(Data entries)
+++
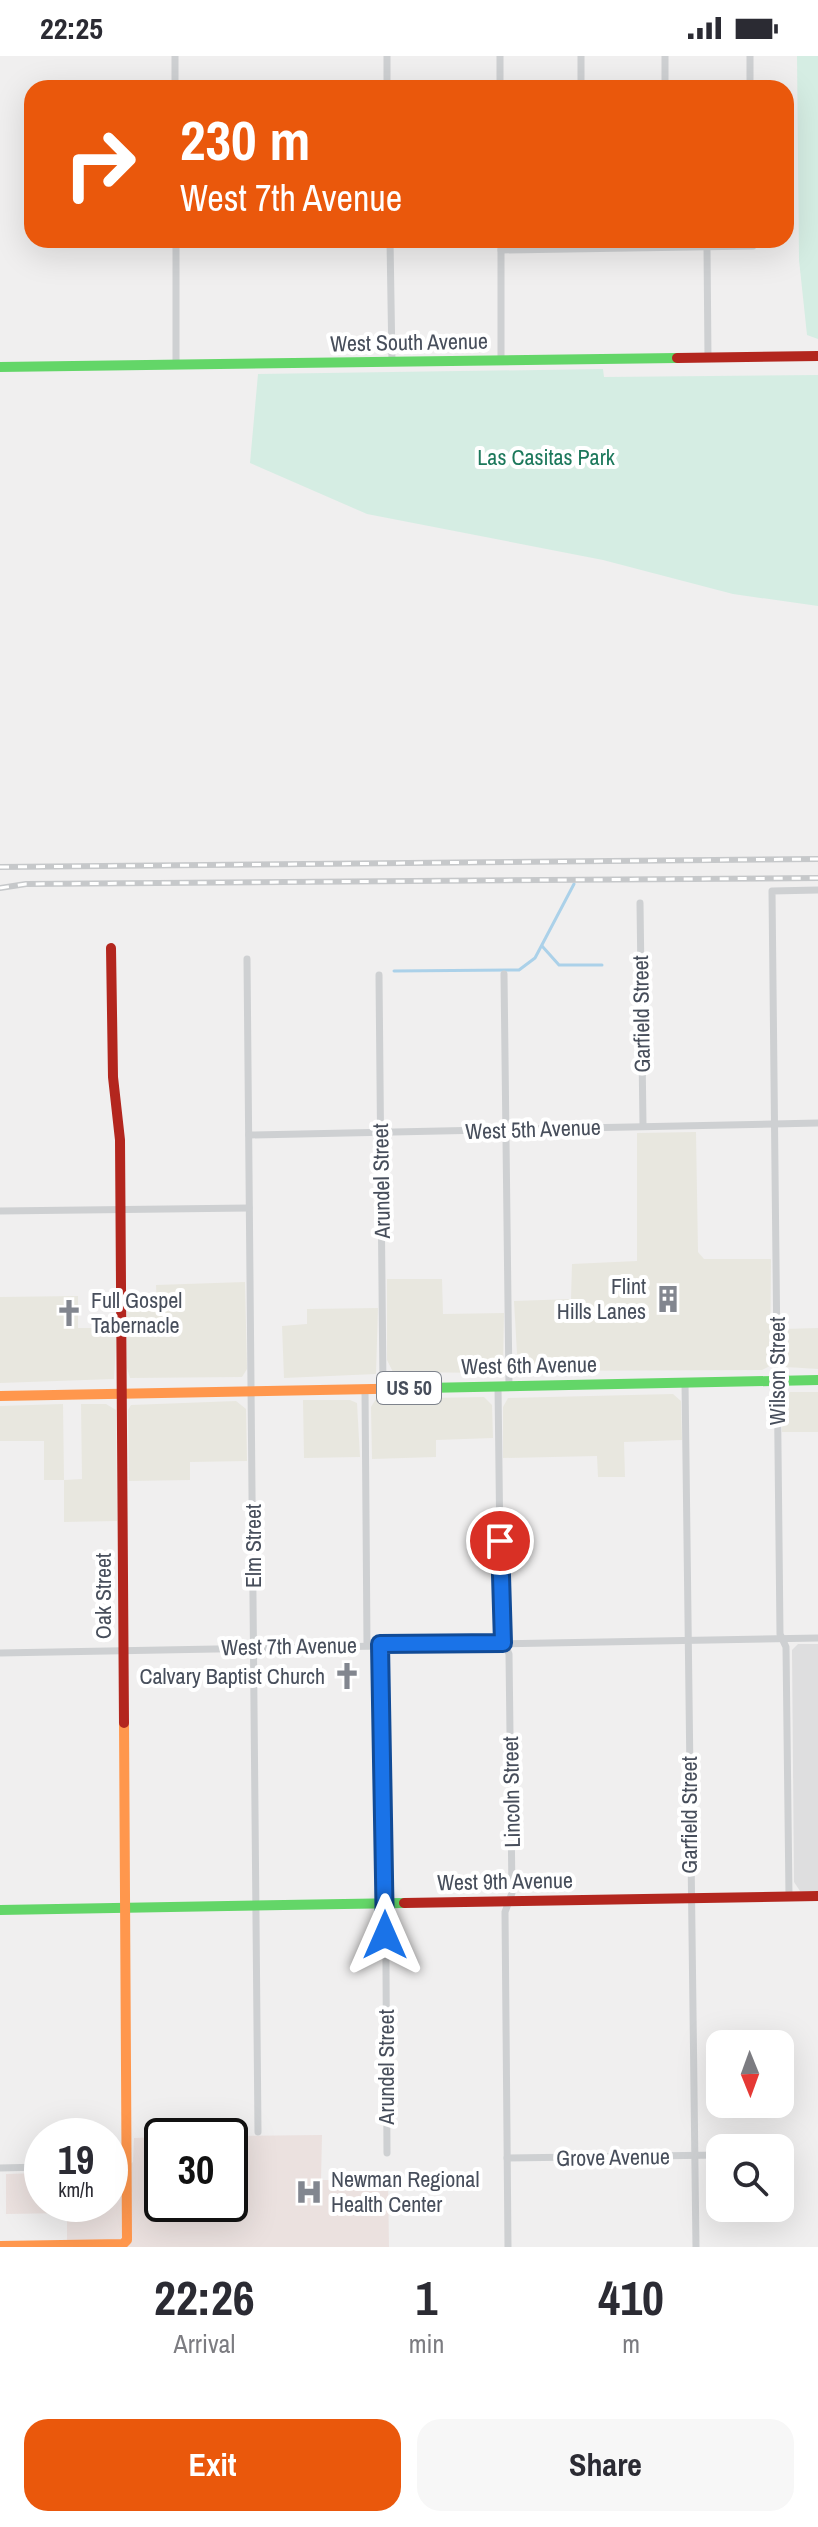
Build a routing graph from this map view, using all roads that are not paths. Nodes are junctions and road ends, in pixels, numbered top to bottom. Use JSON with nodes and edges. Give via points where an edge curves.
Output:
{"nodes":[{"id":1,"x":175,"y":56,"type":"edge"},
{"id":2,"x":387,"y":56,"type":"edge"},
{"id":3,"x":500,"y":56,"type":"edge"},
{"id":4,"x":581,"y":56,"type":"edge"},
{"id":5,"x":665,"y":56,"type":"edge"},
{"id":6,"x":750,"y":56,"type":"edge"},
{"id":7,"x":175,"y":80,"type":"edge"},
{"id":8,"x":387,"y":80,"type":"edge"},
{"id":9,"x":500,"y":80,"type":"edge"},
{"id":10,"x":581,"y":80,"type":"edge"},
{"id":11,"x":665,"y":80,"type":"edge"},
{"id":12,"x":750,"y":80,"type":"edge"},
{"id":13,"x":176,"y":248,"type":"edge"},
{"id":14,"x":390,"y":248,"type":"edge"},
{"id":15,"x":612,"y":248,"type":"edge"},
{"id":16,"x":707,"y":248,"type":"edge"},
{"id":17,"x":501,"y":250,"type":"joint"},
{"id":18,"x":584,"y":250,"type":"joint"},
{"id":19,"x":818,"y":356,"type":"edge"},
{"id":20,"x":708,"y":358,"type":"junction"},
{"id":21,"x":501,"y":361,"type":"junction"},
{"id":22,"x":392,"y":362,"type":"junction"},
{"id":23,"x":176,"y":365,"type":"junction"},
{"id":24,"x":0,"y":367,"type":"edge"},
{"id":25,"x":818,"y":890,"type":"edge"},
{"id":26,"x":640,"y":903,"type":"dead end"},
{"id":27,"x":111,"y":948,"type":"dead end"},
{"id":28,"x":247,"y":959,"type":"dead end"},
{"id":29,"x":504,"y":974,"type":"dead end"},
{"id":30,"x":379,"y":975,"type":"dead end"},
{"id":31,"x":775,"y":1123,"type":"junction"},
{"id":32,"x":818,"y":1123,"type":"edge"},
{"id":33,"x":643,"y":1125,"type":"junction"},
{"id":34,"x":506,"y":1129,"type":"junction"},
{"id":35,"x":381,"y":1133,"type":"junction"},
{"id":36,"x":249,"y":1135,"type":"junction"},
{"id":37,"x":249,"y":1208,"type":"junction"},
{"id":38,"x":121,"y":1210,"type":"junction"},
{"id":39,"x":0,"y":1211,"type":"edge"},
{"id":40,"x":818,"y":1380,"type":"edge"},
{"id":41,"x":777,"y":1381,"type":"junction"},
{"id":42,"x":685,"y":1382,"type":"junction"},
{"id":43,"x":503,"y":1386,"type":"junction"},
{"id":44,"x":383,"y":1388,"type":"junction"},
{"id":45,"x":365,"y":1389,"type":"junction"},
{"id":46,"x":252,"y":1391,"type":"junction"},
{"id":47,"x":121,"y":1394,"type":"junction"},
{"id":48,"x":0,"y":1396,"type":"edge"},
{"id":49,"x":818,"y":1638,"type":"edge"},
{"id":50,"x":781,"y":1639,"type":"junction"},
{"id":51,"x":688,"y":1640,"type":"junction"},
{"id":52,"x":503,"y":1643,"type":"junction"},
{"id":53,"x":367,"y":1644,"type":"junction"},
{"id":54,"x":380,"y":1644,"type":"junction"},
{"id":55,"x":253,"y":1647,"type":"junction"},
{"id":56,"x":123,"y":1651,"type":"junction"},
{"id":57,"x":0,"y":1653,"type":"edge"},
{"id":58,"x":789,"y":1896,"type":"junction"},
{"id":59,"x":818,"y":1896,"type":"edge"},
{"id":60,"x":689,"y":1898,"type":"junction"},
{"id":61,"x":508,"y":1901,"type":"junction"},
{"id":62,"x":385,"y":1904,"type":"junction"},
{"id":63,"x":256,"y":1906,"type":"junction"},
{"id":64,"x":126,"y":1908,"type":"junction"},
{"id":65,"x":0,"y":1910,"type":"edge"},
{"id":66,"x":126,"y":2118,"type":"edge"},
{"id":67,"x":258,"y":2132,"type":"dead end"},
{"id":68,"x":387,"y":2153,"type":"dead end"},
{"id":69,"x":695,"y":2156,"type":"junction"},
{"id":70,"x":706,"y":2156,"type":"edge"},
{"id":71,"x":507,"y":2158,"type":"junction"},
{"id":72,"x":24,"y":2167,"type":"edge"},
{"id":73,"x":0,"y":2168,"type":"edge"},
{"id":74,"x":127,"y":2222,"type":"edge"},
{"id":75,"x":0,"y":2246,"type":"edge"},
{"id":76,"x":508,"y":2247,"type":"edge"},
{"id":77,"x":696,"y":2247,"type":"edge"}],
"edges":[{"from":1,"to":7,"type":"street"},
{"from":2,"to":8,"type":"street"},
{"from":3,"to":9,"type":"street"},
{"from":4,"to":10,"type":"street"},
{"from":5,"to":11,"type":"street"},
{"from":6,"to":12,"type":"street"},
{"from":13,"to":23,"type":"street"},
{"from":14,"to":22,"type":"street"},
{"from":15,"to":18,"type":"street"},
{"from":16,"to":20,"type":"street"},
{"from":17,"to":18,"type":"street"},
{"from":17,"to":21,"type":"street"},
{"from":19,"to":20,"type":"street","name":"West South Avenue"},
{"from":20,"to":21,"type":"street","name":"West South Avenue"},
{"from":21,"to":22,"type":"street","name":"West South Avenue"},
{"from":22,"to":23,"type":"street","name":"West South Avenue"},
{"from":23,"to":24,"type":"street","name":"West South Avenue"},
{"from":25,"to":31,"type":"street","name":"Wilson Street","via":[[772,891]]},
{"from":26,"to":33,"type":"street","name":"Garfield Street"},
{"from":27,"to":38,"type":"street","name":"Oak Street"},
{"from":28,"to":36,"type":"street","name":"Elm Street"},
{"from":29,"to":34,"type":"street","name":"Lincoln Street"},
{"from":30,"to":35,"type":"street","name":"Arundel Street"},
{"from":31,"to":32,"type":"street","name":"West 5th Avenue"},
{"from":31,"to":33,"type":"street","name":"West 5th Avenue"},
{"from":31,"to":41,"type":"street","name":"Wilson Street"},
{"from":33,"to":34,"type":"street","name":"West 5th Avenue"},
{"from":34,"to":35,"type":"street","name":"West 5th Avenue"},
{"from":34,"to":43,"type":"street","name":"Lincoln Street"},
{"from":35,"to":36,"type":"street","name":"West 5th Avenue"},
{"from":35,"to":44,"type":"street","name":"Arundel Street"},
{"from":36,"to":37,"type":"street","name":"Elm Street"},
{"from":37,"to":38,"type":"street"},
{"from":37,"to":46,"type":"street","name":"Elm Street"},
{"from":38,"to":39,"type":"street"},
{"from":38,"to":47,"type":"street","name":"Oak Street"},
{"from":40,"to":41,"type":"street","name":"West 6th Avenue","number":"US 50"},
{"from":41,"to":42,"type":"street","name":"West 6th Avenue","number":"US 50"},
{"from":41,"to":50,"type":"street","name":"Wilson Street"},
{"from":42,"to":43,"type":"street","name":"West 6th Avenue","number":"US 50"},
{"from":42,"to":51,"type":"street","name":"Garfield Street"},
{"from":43,"to":44,"type":"street","name":"West 6th Avenue","number":"US 50"},
{"from":43,"to":52,"type":"street","name":"Lincoln Street"},
{"from":44,"to":45,"type":"street","name":"West 6th Avenue","number":"US 50"},
{"from":45,"to":46,"type":"street","name":"West 6th Avenue","number":"US 50"},
{"from":45,"to":53,"type":"street"},
{"from":46,"to":47,"type":"street","name":"West 6th Avenue","number":"US 50"},
{"from":46,"to":55,"type":"street","name":"Elm Street"},
{"from":47,"to":48,"type":"street","name":"West 6th Avenue","number":"US 50"},
{"from":47,"to":56,"type":"street","name":"Oak Street"},
{"from":49,"to":50,"type":"street","name":"West 7th Avenue"},
{"from":50,"to":51,"type":"street","name":"West 7th Avenue"},
{"from":50,"to":58,"type":"street","name":"Wilson Street","via":[[786,1647]]},
{"from":51,"to":52,"type":"street","name":"West 7th Avenue"},
{"from":51,"to":60,"type":"street","name":"Garfield Street"},
{"from":52,"to":54,"type":"street","name":"West 7th Avenue"},
{"from":52,"to":61,"type":"street","name":"Lincoln Street","via":[[509,1654]]},
{"from":53,"to":54,"type":"street","name":"West 7th Avenue"},
{"from":53,"to":55,"type":"street","name":"West 7th Avenue"},
{"from":54,"to":62,"type":"street","name":"Arundel Street"},
{"from":55,"to":56,"type":"street","name":"West 7th Avenue"},
{"from":55,"to":63,"type":"street","name":"Elm Street"},
{"from":56,"to":57,"type":"street","name":"West 7th Avenue"},
{"from":56,"to":64,"type":"street","name":"Oak Street"},
{"from":58,"to":59,"type":"street","name":"West 9th Avenue"},
{"from":58,"to":60,"type":"street","name":"West 9th Avenue"},
{"from":60,"to":61,"type":"street","name":"West 9th Avenue"},
{"from":60,"to":69,"type":"street","name":"Garfield Street"},
{"from":61,"to":62,"type":"street","name":"West 9th Avenue"},
{"from":61,"to":71,"type":"street","name":"Lincoln Street"},
{"from":62,"to":63,"type":"street","name":"West 9th Avenue"},
{"from":62,"to":68,"type":"street","name":"Arundel Street"},
{"from":63,"to":64,"type":"street","name":"West 9th Avenue"},
{"from":63,"to":67,"type":"street","name":"Elm Street"},
{"from":64,"to":65,"type":"street","name":"West 9th Avenue"},
{"from":64,"to":66,"type":"street","name":"Oak Street"},
{"from":69,"to":70,"type":"street","name":"Grove Avenue"},
{"from":69,"to":71,"type":"street","name":"Grove Avenue"},
{"from":69,"to":77,"type":"street","name":"Garfield Street"},
{"from":71,"to":76,"type":"street","name":"Lincoln Street"},
{"from":72,"to":73,"type":"street"},
{"from":74,"to":75,"type":"street","name":"Oak Street","via":[[123,2244]]}]}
+++
**PROBLEM DETAILS**
Determine which lines above include the word "Garfield", and report those lines in full.

**SOLUTION BELOW**
{"from":26,"to":33,"type":"street","name":"Garfield Street"},
{"from":42,"to":51,"type":"street","name":"Garfield Street"},
{"from":51,"to":60,"type":"street","name":"Garfield Street"},
{"from":60,"to":69,"type":"street","name":"Garfield Street"},
{"from":69,"to":77,"type":"street","name":"Garfield Street"},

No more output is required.